The idea is as old as the Hanging Gardens of Babylon, one of the wonders of the ancient world.
Today, more and more green roofs are sprouting up, especially in Europe, but increasingly in American cities as well.
So far, Lincoln doesn’t have any real green roofs. But leaders of the National Arbor Day Foundation are hoping to create one, probably covered with native grasses and wildflowers, on the roof of the former Plaza Theater, which forms the lower two stories of the foundation’s building at 211 N. 12th St.
While renovating the former movie palace into offices, they’re making sure that the roof is strong enough to hold the added weight of soil, water and plants, said Matt Harris, a senior vice president at the foundation.
They’ve talked with Jeffrey Bruce, a landscape architect from Kansas City, whose firm has designed a number of green roof projects in major cities.
Bruce also met with residents at Lincoln’s University Towers who are looking at ways they can improve their roof garden by adding vines, shrubs and other amenities.
Bruce’s firm has won awards of excellence for designing two major projects in Chicago: Soldiers Field, which has a five-acre green roof atop a parking garage, and Millennium Park, which has 22 acres of gardens and lawn with buildings underneath.
Green roofs have many social and environmental benefits, Bruce said. Plants help cool an urban area, add oxygen to the air and help reduce noise. A roof covered with plants in a soil medium can capture up to 75 percent of the rainfall, reducing runoff. It also provides a welcome relief from the hot, hard surfaces of glass, steel and concrete — a place where urban workers or dwellers can rest, relax and recreate.
Green roofs require a specially designed surface with an “egg crate” texture to hold water and a drainage system channeling water into the storm sewer system, Bruce said. Special lightweight soils have been developed that reduce the overall weight but have high water-retention properties.

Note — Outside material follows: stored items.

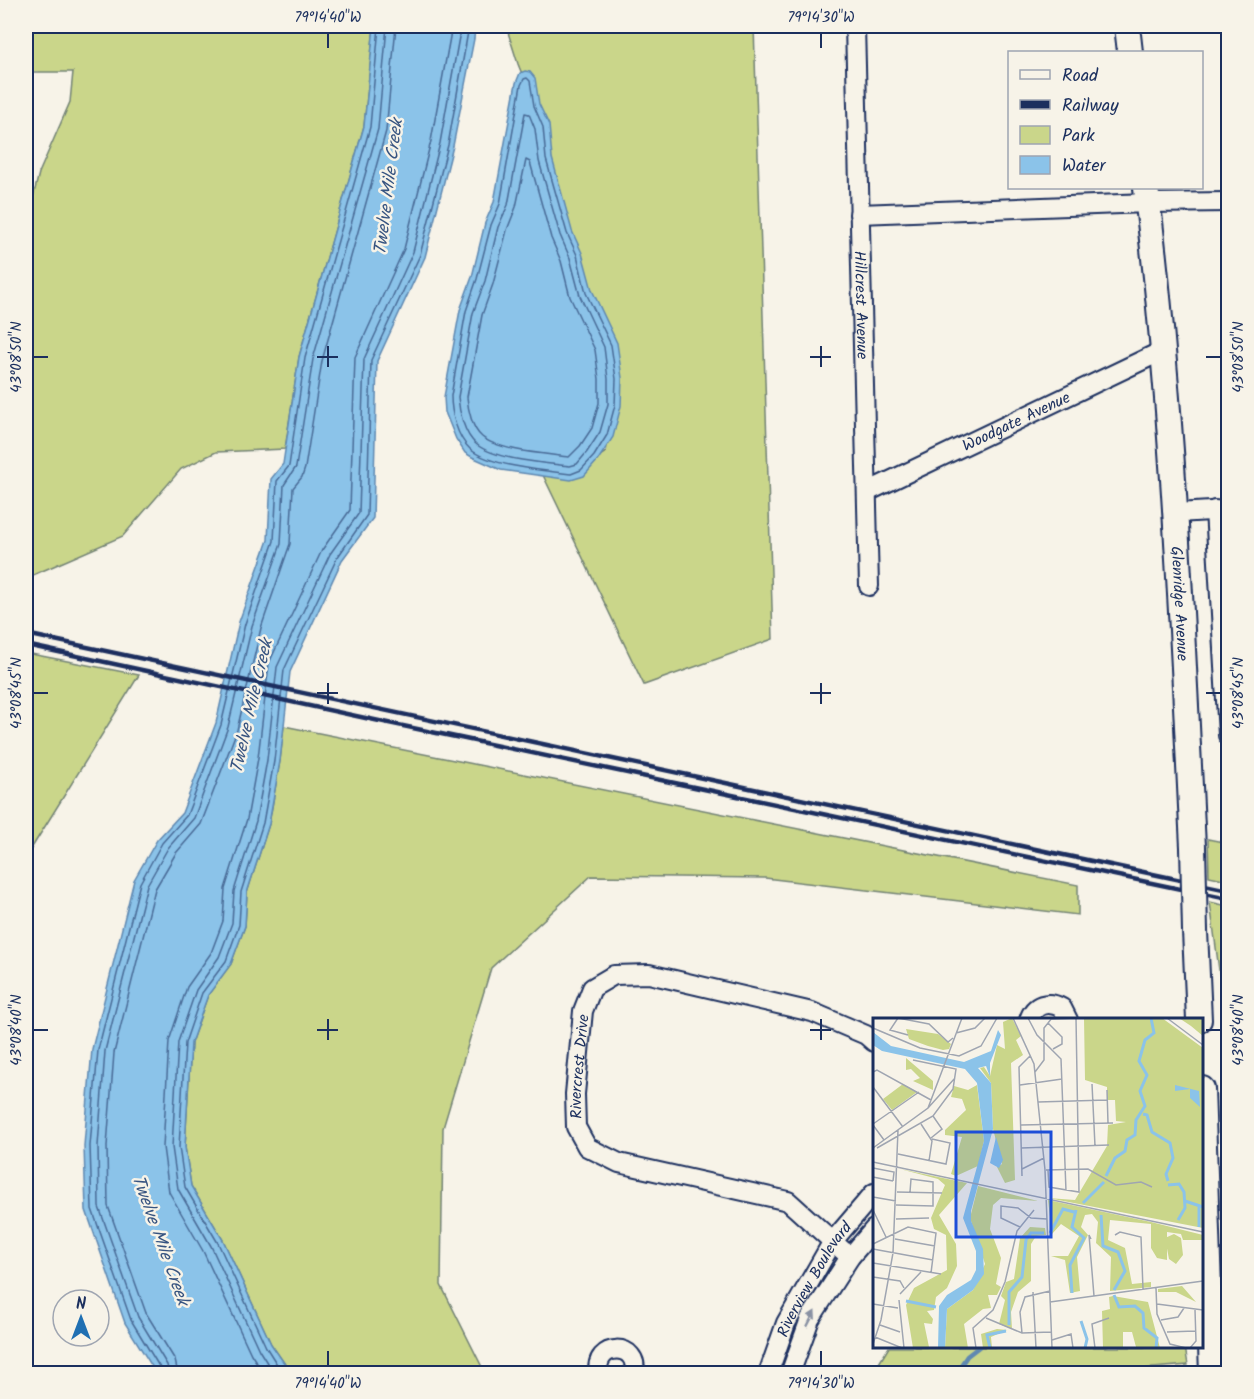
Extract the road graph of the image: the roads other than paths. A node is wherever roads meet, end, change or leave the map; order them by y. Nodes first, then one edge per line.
1 (855, 26) edge
2 (1127, 26) edge
3 (1130, 51) edge
4 (1147, 195) edge
5 (1228, 202) edge
6 (859, 214) junction
7 (1164, 350) junction
8 (867, 492) junction
9 (1222, 510) edge
10 (1176, 513) junction
11 (869, 586) dead end
12 (1228, 735) edge
13 (1030, 1018) edge
14 (1067, 1018) edge
15 (1199, 1018) edge
16 (873, 1041) edge
17 (1203, 1155) edge
18 (873, 1194) edge
19 (873, 1230) edge
20 (833, 1241) junction
21 (850, 1257) junction
22 (636, 1373) edge
23 (599, 1374) edge
24 (768, 1374) edge
25 (790, 1374) edge
26 (1212, 1374) edge

1 - 6 street, Hillcrest Avenue
2 - 3 main road
4 - 5 street
4 - 6 street
4 - 7 main road, Glenridge Avenue
6 - 8 street, Hillcrest Avenue
7 - 8 street, Woodgate Avenue
7 - 10 main road, Glenridge Avenue
8 - 11 street, Hillcrest Avenue
9 - 10 street
9 - 12 street
10 - 15 main road, Glenridge Avenue, bridge
13 - 14 street
16 - 20 street, Rivercrest Drive
17 - 26 main road
18 - 20 street, Riverview Boulevard
19 - 21 street, Riverview Boulevard
20 - 21 street, Rivercrest Drive
20 - 24 street, Riverview Boulevard
25 -> 21 street, Riverview Boulevard
22 - 23 street

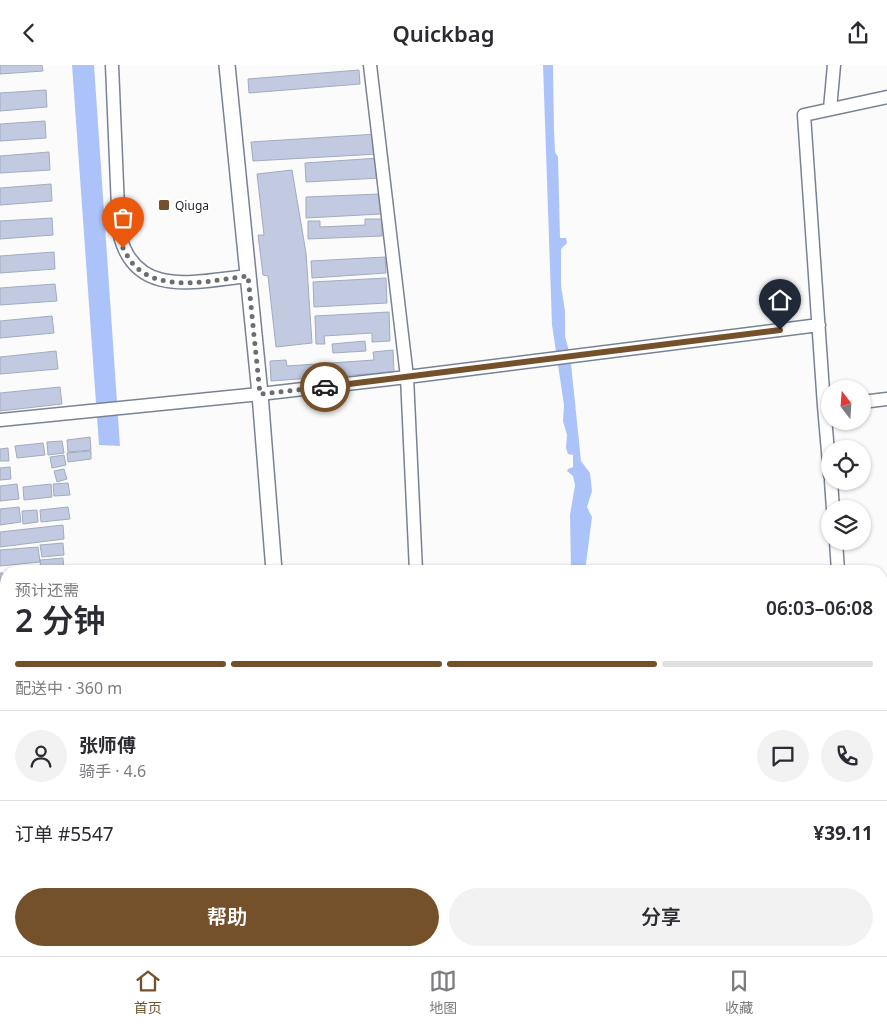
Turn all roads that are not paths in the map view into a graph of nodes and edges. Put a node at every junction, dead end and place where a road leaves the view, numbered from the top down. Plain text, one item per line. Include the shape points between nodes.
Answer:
1 (112, 65) edge
2 (227, 65) edge
3 (370, 65) edge
4 (834, 65) edge
5 (887, 97) edge
6 (830, 109) junction
7 (248, 276) junction
8 (819, 325) junction
9 (407, 377) junction
10 (824, 380) edge
11 (260, 394) junction
12 (887, 399) edge
13 (871, 401) edge
14 (0, 420) edge
15 (837, 550) edge
16 (274, 565) edge
17 (416, 565) edge
18 (838, 565) edge

1 - 7 street via 119,232 123,248 133,265 151,277 167,282
2 - 7 main road
3 - 9 street
4 - 6 street
5 - 6 street
6 - 8 street via 804,115
7 - 11 main road
8 - 9 street
8 - 10 street
9 - 11 street
9 - 17 street
11 - 14 street
11 - 16 main road
12 - 13 street
15 - 18 street

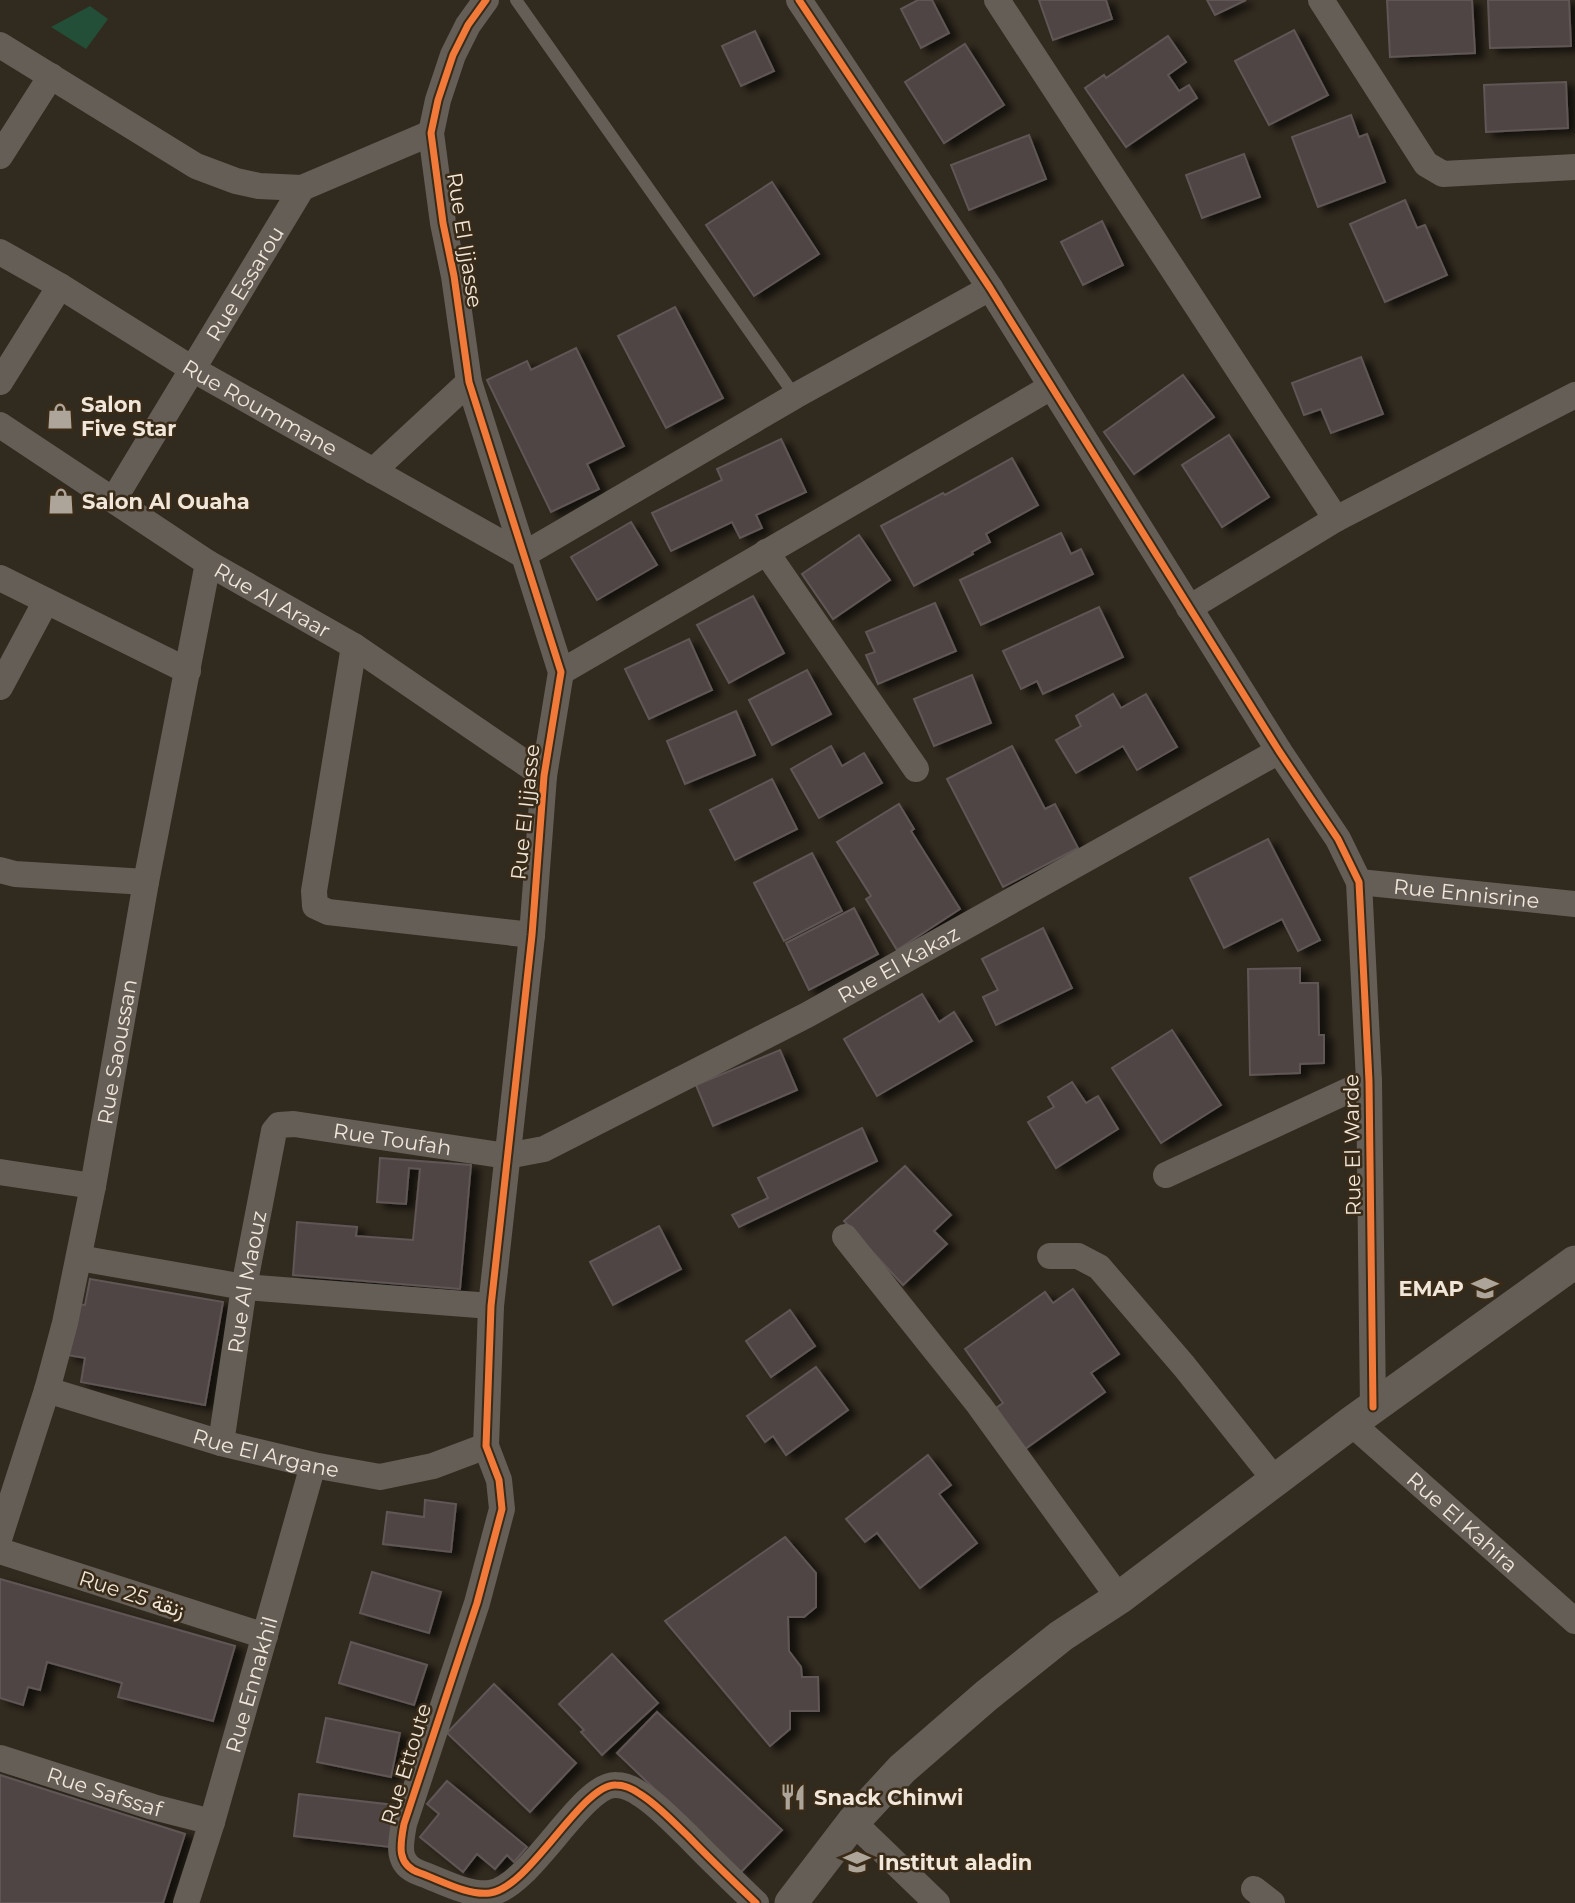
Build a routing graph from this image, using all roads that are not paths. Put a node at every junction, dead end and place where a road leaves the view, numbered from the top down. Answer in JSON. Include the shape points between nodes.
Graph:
{"nodes":[{"id":1,"x":486,"y":0,"type":"edge"},
{"id":2,"x":516,"y":0,"type":"edge"},
{"id":3,"x":799,"y":0,"type":"edge"},
{"id":4,"x":997,"y":0,"type":"edge"},
{"id":5,"x":1321,"y":0,"type":"edge"},
{"id":6,"x":0,"y":45,"type":"edge"},
{"id":7,"x":51,"y":76,"type":"junction"},
{"id":8,"x":431,"y":133,"type":"junction"},
{"id":9,"x":0,"y":156,"type":"edge"},
{"id":10,"x":1575,"y":167,"type":"edge"},
{"id":11,"x":302,"y":188,"type":"junction"},
{"id":12,"x":0,"y":252,"type":"edge"},
{"id":13,"x":60,"y":286,"type":"junction"},
{"id":14,"x":990,"y":288,"type":"junction"},
{"id":15,"x":194,"y":370,"type":"junction"},
{"id":16,"x":0,"y":382,"type":"edge"},
{"id":17,"x":469,"y":382,"type":"junction"},
{"id":18,"x":1051,"y":387,"type":"junction"},
{"id":19,"x":1575,"y":395,"type":"edge"},
{"id":20,"x":794,"y":396,"type":"junction"},
{"id":21,"x":0,"y":425,"type":"edge"},
{"id":22,"x":373,"y":471,"type":"junction"},
{"id":23,"x":114,"y":499,"type":"junction"},
{"id":24,"x":1336,"y":519,"type":"junction"},
{"id":25,"x":766,"y":552,"type":"junction"},
{"id":26,"x":523,"y":555,"type":"junction"},
{"id":27,"x":208,"y":563,"type":"junction"},
{"id":28,"x":0,"y":578,"type":"edge"},
{"id":29,"x":46,"y":601,"type":"junction"},
{"id":30,"x":1189,"y":608,"type":"junction"},
{"id":31,"x":355,"y":646,"type":"junction"},
{"id":32,"x":188,"y":671,"type":"junction"},
{"id":33,"x":561,"y":672,"type":"junction"},
{"id":34,"x":0,"y":687,"type":"edge"},
{"id":35,"x":1279,"y":751,"type":"junction"},
{"id":36,"x":916,"y":769,"type":"dead end"},
{"id":37,"x":544,"y":776,"type":"junction"},
{"id":38,"x":0,"y":870,"type":"edge"},
{"id":39,"x":146,"y":882,"type":"junction"},
{"id":40,"x":1359,"y":882,"type":"junction"},
{"id":41,"x":1575,"y":904,"type":"edge"},
{"id":42,"x":532,"y":935,"type":"junction"},
{"id":43,"x":1369,"y":1081,"type":"junction"},
{"id":44,"x":279,"y":1125,"type":"joint"},
{"id":45,"x":507,"y":1156,"type":"junction"},
{"id":46,"x":0,"y":1171,"type":"edge"},
{"id":47,"x":1166,"y":1175,"type":"dead end"},
{"id":48,"x":93,"y":1186,"type":"junction"},
{"id":49,"x":845,"y":1237,"type":"dead end"},
{"id":50,"x":1049,"y":1256,"type":"dead end"},
{"id":51,"x":79,"y":1258,"type":"junction"},
{"id":52,"x":1575,"y":1262,"type":"edge"},
{"id":53,"x":244,"y":1287,"type":"junction"},
{"id":54,"x":491,"y":1306,"type":"junction"},
{"id":55,"x":47,"y":1390,"type":"junction"},
{"id":56,"x":1362,"y":1415,"type":"junction"},
{"id":57,"x":220,"y":1443,"type":"junction"},
{"id":58,"x":486,"y":1446,"type":"junction"},
{"id":59,"x":313,"y":1465,"type":"junction"},
{"id":60,"x":1275,"y":1480,"type":"junction"},
{"id":61,"x":0,"y":1536,"type":"edge"},
{"id":62,"x":0,"y":1551,"type":"edge"},
{"id":63,"x":1119,"y":1598,"type":"junction"},
{"id":64,"x":1575,"y":1621,"type":"edge"},
{"id":65,"x":265,"y":1636,"type":"junction"},
{"id":66,"x":0,"y":1758,"type":"edge"},
{"id":67,"x":212,"y":1822,"type":"junction"},
{"id":68,"x":853,"y":1822,"type":"junction"},
{"id":69,"x":186,"y":1903,"type":"edge"},
{"id":70,"x":756,"y":1903,"type":"edge"},
{"id":71,"x":791,"y":1903,"type":"edge"},
{"id":72,"x":937,"y":1903,"type":"edge"}],
"edges":[{"from":1,"to":8,"type":"street","name":"Rue El Ijjasse","via":[[453,54]]},
{"from":2,"to":20,"type":"lane"},
{"from":3,"to":14,"type":"street"},
{"from":4,"to":24,"type":"street"},
{"from":5,"to":10,"type":"street","via":[[1426,164],[1443,174]]},
{"from":6,"to":7,"type":"street"},
{"from":7,"to":9,"type":"street"},
{"from":7,"to":11,"type":"street","via":[[196,166],[259,186]]},
{"from":8,"to":11,"type":"street"},
{"from":8,"to":17,"type":"street","name":"Rue El Ijjasse"},
{"from":11,"to":15,"type":"street","name":"Rue Essarou"},
{"from":12,"to":13,"type":"street","name":"Rue Roummane"},
{"from":13,"to":15,"type":"street","name":"Rue Roummane"},
{"from":13,"to":16,"type":"street"},
{"from":14,"to":18,"type":"street"},
{"from":14,"to":20,"type":"street"},
{"from":15,"to":22,"type":"street","name":"Rue Roummane"},
{"from":15,"to":23,"type":"street","name":"Rue Essarou"},
{"from":17,"to":22,"type":"street"},
{"from":17,"to":26,"type":"street","name":"Rue El Ijjasse"},
{"from":18,"to":25,"type":"street"},
{"from":18,"to":30,"type":"street"},
{"from":19,"to":24,"type":"street"},
{"from":20,"to":26,"type":"street"},
{"from":21,"to":23,"type":"street","name":"Rue Al Araar"},
{"from":22,"to":26,"type":"street","name":"Rue Roummane"},
{"from":23,"to":27,"type":"street","name":"Rue Al Araar"},
{"from":24,"to":30,"type":"street"},
{"from":25,"to":33,"type":"street"},
{"from":25,"to":36,"type":"street"},
{"from":26,"to":33,"type":"street","name":"Rue El Ijjasse"},
{"from":27,"to":31,"type":"street","name":"Rue Al Araar"},
{"from":27,"to":32,"type":"street","name":"Rue Saoussan"},
{"from":28,"to":29,"type":"street"},
{"from":29,"to":32,"type":"street"},
{"from":29,"to":34,"type":"street"},
{"from":30,"to":35,"type":"street"},
{"from":31,"to":37,"type":"street","name":"Rue Al Araar"},
{"from":31,"to":42,"type":"street","via":[[315,906],[328,912]]},
{"from":32,"to":39,"type":"street","name":"Rue Saoussan"},
{"from":33,"to":37,"type":"street","name":"Rue El Ijjasse"},
{"from":35,"to":40,"type":"street","via":[[1338,839]]},
{"from":35,"to":45,"type":"street","name":"Rue El Kakaz","via":[[807,1015],[544,1149]]},
{"from":37,"to":42,"type":"street","name":"Rue El Ijjasse"},
{"from":38,"to":39,"type":"street"},
{"from":39,"to":48,"type":"street","name":"Rue Saoussan"},
{"from":40,"to":41,"type":"street","name":"Rue Ennisrine"},
{"from":40,"to":43,"type":"street","name":"Rue El Warde"},
{"from":42,"to":45,"type":"street","name":"Rue El Ijjasse"},
{"from":43,"to":47,"type":"street"},
{"from":43,"to":56,"type":"street","name":"Rue El Warde"},
{"from":44,"to":45,"type":"street","name":"Rue Toufah"},
{"from":44,"to":53,"type":"street","name":"Rue Al Maouz","via":[[274,1131]]},
{"from":45,"to":54,"type":"street","name":"Rue El Ijjasse"},
{"from":46,"to":48,"type":"street"},
{"from":48,"to":51,"type":"street","name":"Rue Saoussan"},
{"from":49,"to":63,"type":"street","via":[[979,1405]]},
{"from":50,"to":60,"type":"street","via":[[1078,1256],[1099,1267]]},
{"from":51,"to":53,"type":"street"},
{"from":51,"to":55,"type":"street","name":"Rue Saoussan"},
{"from":52,"to":56,"type":"street"},
{"from":53,"to":54,"type":"street"},
{"from":53,"to":57,"type":"street","name":"Rue Al Maouz"},
{"from":54,"to":58,"type":"street","name":"Rue El Ijjasse"},
{"from":55,"to":57,"type":"street","name":"Rue El Argane"},
{"from":55,"to":61,"type":"street","name":"Rue Saoussan"},
{"from":56,"to":60,"type":"street"},
{"from":56,"to":64,"type":"street","name":"Rue El Kahira"},
{"from":57,"to":59,"type":"street","name":"Rue El Argane"},
{"from":58,"to":59,"type":"street","name":"Rue El Argane","via":[[433,1466],[380,1477]]},
{"from":58,"to":70,"type":"street","name":"Rue Ettoute","via":[[499,1480],[502,1509],[477,1603],[404,1824],[404,1863],[475,1892],[500,1891],[593,1794],[616,1785],[629,1787],[658,1808]]},
{"from":59,"to":65,"type":"street","name":"Rue Ennakhil"},
{"from":60,"to":63,"type":"street"},
{"from":62,"to":65,"type":"street","name":"Rue 25 زنقة"},
{"from":63,"to":68,"type":"street","via":[[1061,1636],[986,1696],[902,1769]]},
{"from":65,"to":67,"type":"street","name":"Rue Ennakhil"},
{"from":66,"to":67,"type":"street","name":"Rue Safssaf"},
{"from":67,"to":69,"type":"street","name":"Rue Ennakhil"},
{"from":68,"to":71,"type":"street"},
{"from":68,"to":72,"type":"street"}]}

The city of Chicago has long recognized the value of green roofs, and has set a goal of being the greenest city in the United States. Special tax incentives and building code allowances encourage buildings with extensive plantings and green areas on roofs and terraces.
As of last year, Chicago topped the list of North American cities with 295,600 square feet of green roofs. Washington, D.C., was second with 206,900, followed by a couple of Washington suburbs. New York City was fifth with 119,895, according to the survey by Green Roofs for Healthy Cities, based in Ontario.
Harris said it may be a couple of years before the Arbor Day Foundation installs its green roof, but it’s definitely in the planning stages. By doing this, he said, the foundation will be setting an example to its 800,000 members nationwide of what the future urban environment ought to be.